Sebelumnya perjalanan kaki itu memakan waktu sebelas hari menembus cuaca terik panas matahari, dinginnya malam, bahkan guyuran hujan. Dengan beralaskan sandal jepit tidak menyurutkan semangat mereka untuk bertemu dengan Cak Imin, panglima santri idolanya.
Titik nol mereka di Ponpes Miftahul Huda Al-Azhar Citangkolo Langensari Kota Banjar. Sebelum berangkat mereka pun dido'akan dengan penuh khusuk oleh almukarom KH. Munawir Abdurrahim, dimana adik beliau KH. Muslih Abdurrahim adalah pucuk pimpinan Jam'iyah Ahlith Thariqoh Al-Mu'tabarah An-Nahdliyyah (JATMAN) Jawa Barat.
Pasa zaman pra kemerdekaan, Pesantren Citangkolo menjadi salah satu basis pergerakan pasukan Hizbulloh yang dipimpin Kiai Badrun, yang dikenal dengan sebutan KH Abdurrohim ayah dari KH. Munawir Abdurrohim dalam merebut kemerdekaan dari tangan kolonial Belanda.
Penulis pernah disempatkan ziarah ke makam almaghfurlah KH. Abdurrahim di kawasan Ponpes Citangkolo. Makam yang dikelilingi fasilitas belajar para santri disana sungguh tidak terkesan bahwa kawasan itu dahulunya merupakan daerah angker dan hutan belantara.

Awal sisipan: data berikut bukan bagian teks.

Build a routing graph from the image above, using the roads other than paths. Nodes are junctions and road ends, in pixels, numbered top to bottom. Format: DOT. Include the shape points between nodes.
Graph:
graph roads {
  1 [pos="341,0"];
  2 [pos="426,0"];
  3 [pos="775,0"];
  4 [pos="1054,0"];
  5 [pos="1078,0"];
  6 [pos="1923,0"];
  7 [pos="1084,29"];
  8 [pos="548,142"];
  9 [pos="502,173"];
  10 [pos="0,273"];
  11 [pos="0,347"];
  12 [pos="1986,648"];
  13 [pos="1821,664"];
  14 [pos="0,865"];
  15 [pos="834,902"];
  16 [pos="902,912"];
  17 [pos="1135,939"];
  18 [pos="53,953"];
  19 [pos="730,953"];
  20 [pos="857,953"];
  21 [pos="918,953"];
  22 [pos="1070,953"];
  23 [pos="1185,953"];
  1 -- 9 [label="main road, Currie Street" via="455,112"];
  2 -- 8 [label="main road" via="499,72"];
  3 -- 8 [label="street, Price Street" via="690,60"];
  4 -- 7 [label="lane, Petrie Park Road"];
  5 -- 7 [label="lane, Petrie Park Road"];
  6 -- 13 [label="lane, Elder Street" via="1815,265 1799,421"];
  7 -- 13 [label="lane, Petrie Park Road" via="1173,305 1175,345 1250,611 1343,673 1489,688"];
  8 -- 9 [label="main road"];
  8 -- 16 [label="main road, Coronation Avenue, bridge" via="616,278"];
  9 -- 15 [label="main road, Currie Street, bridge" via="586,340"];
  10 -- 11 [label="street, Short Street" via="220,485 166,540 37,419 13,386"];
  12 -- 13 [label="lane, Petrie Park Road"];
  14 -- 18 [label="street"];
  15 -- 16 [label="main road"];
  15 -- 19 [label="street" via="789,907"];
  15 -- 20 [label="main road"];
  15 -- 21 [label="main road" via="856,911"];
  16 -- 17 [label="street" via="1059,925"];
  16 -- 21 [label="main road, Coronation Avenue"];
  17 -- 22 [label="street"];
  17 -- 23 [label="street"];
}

Menurut penduduk sekitar, dahulu ponpes Citangkolo dikenal sebagai basis perjuangan dalam melawan Pemerintahan Militer Jepang dan Pemerintah Belanda atas dasar ta`muruna bil ma`ruf wa tanha anil munkar dan hubbul wathan minal iman.
Penulis kira, pergerakan yang dilakukan oleh para santri itu tentu membawa spirit para kiai pendahulu yang dikenal gigih melawan ketidakadilan dan "penjajahan". Spirit itulah boleh jadi yang membuat para santri tetap nekad, meski Cak Imin konon melarangnya.
Sepintas mereka jalan kaki berhari-hari hanya andalkan fisik semata, tetapi penulis malah haqul yakin bahwa selain spirit tadi, bacaan wirid para kiai pula menjadi energi tersendiri sehingga mereka bisa sampai ke tujuan bertemu Cak Imin.
Bayangkan saja, bila bukan santri boleh jadi mereka tidak mampu melakukan itu. Karena mereka santri yang senantiasa dilatih oleh kiai untuk melakukan tirakat, walhasil daya tahan lahir dan bathin mereka sungguh teruji.
Apa yang dilakukan oleh ratusan santri itu adalah bagian dari napak tilas dan ngalap berkah atas segala jerih payah para kiai pejuang kemerdekaan yang boleh jadi belum bernilai apa-apa dibanding perjuangan kiai dalam merebut kemerdekaan bangsa ini.
Bagi santri, menjalani pendidikan di pondok pesantren tidak melulu transfer of knowledge (transfer ilmu). Lebih dari itu bagaimana ilmu yang didapat bisa lebih dalam diamalkan sehingga menjadi transfer of value (transfer niai) dalam kehidupan sehari-hari. Penguatannya dengan cara tirakat untuk merekatkan tali batin, pikiran dan perbuatan.
Hak Santri
Aksi berjalan kaki ini merupakan bagian dari menjalankan amanat para kiai yang menghendaki negeri ini dipimpin oleh kalangan santri. Dimana Cak Imin dipandang para kiai sangat memenuhi kriteria tersebut.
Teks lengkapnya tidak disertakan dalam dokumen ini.